═══ PROVIDED DATA
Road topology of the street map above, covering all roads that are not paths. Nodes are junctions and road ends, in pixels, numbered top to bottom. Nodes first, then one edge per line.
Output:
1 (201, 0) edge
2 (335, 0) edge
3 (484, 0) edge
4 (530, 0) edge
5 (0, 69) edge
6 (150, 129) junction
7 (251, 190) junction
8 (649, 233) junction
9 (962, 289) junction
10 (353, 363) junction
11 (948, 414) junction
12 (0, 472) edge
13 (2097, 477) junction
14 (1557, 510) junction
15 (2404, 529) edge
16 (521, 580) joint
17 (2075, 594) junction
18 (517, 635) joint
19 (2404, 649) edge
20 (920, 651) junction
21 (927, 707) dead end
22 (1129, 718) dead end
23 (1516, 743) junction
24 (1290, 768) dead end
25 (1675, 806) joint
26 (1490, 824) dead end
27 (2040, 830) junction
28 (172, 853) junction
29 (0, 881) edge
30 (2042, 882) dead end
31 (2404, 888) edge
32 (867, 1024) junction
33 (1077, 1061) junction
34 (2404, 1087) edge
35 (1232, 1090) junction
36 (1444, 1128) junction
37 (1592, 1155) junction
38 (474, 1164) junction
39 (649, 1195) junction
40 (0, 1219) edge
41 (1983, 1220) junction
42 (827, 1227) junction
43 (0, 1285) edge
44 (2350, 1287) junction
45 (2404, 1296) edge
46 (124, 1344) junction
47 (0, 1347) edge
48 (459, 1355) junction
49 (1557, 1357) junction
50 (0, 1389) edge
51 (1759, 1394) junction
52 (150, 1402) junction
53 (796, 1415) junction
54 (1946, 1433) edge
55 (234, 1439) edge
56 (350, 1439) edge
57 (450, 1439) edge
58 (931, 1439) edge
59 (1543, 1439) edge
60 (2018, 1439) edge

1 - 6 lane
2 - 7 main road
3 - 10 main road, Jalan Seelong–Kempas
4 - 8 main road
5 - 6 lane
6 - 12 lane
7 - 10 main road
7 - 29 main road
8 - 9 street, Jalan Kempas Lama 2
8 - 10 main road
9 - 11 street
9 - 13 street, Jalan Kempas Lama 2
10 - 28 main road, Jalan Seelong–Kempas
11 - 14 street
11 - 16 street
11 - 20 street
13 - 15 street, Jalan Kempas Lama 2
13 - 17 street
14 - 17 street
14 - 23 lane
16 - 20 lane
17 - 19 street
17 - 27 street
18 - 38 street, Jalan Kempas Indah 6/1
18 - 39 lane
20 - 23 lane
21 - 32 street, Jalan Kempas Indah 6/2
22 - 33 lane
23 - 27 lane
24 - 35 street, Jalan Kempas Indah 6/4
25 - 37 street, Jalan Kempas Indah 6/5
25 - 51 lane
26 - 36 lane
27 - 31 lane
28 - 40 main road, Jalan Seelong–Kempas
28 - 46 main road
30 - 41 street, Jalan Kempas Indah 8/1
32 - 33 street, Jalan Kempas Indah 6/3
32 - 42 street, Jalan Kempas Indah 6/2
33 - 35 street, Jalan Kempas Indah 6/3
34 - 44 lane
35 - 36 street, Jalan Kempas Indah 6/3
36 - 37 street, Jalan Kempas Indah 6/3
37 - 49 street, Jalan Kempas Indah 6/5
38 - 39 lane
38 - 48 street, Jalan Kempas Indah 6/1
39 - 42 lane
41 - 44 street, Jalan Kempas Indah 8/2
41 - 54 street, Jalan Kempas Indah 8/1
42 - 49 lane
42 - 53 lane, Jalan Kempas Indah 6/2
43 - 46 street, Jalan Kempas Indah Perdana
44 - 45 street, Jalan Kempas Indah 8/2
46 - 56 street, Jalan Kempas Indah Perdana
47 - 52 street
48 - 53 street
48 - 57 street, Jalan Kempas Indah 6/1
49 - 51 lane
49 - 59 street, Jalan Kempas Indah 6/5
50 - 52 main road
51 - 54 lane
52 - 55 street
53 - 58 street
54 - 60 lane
══════
TASK TO CARRY OUT: Please return all lines from the records that hold the word "dead".

ANSWER FOR THE TASK:
21 (927, 707) dead end
22 (1129, 718) dead end
24 (1290, 768) dead end
26 (1490, 824) dead end
30 (2042, 882) dead end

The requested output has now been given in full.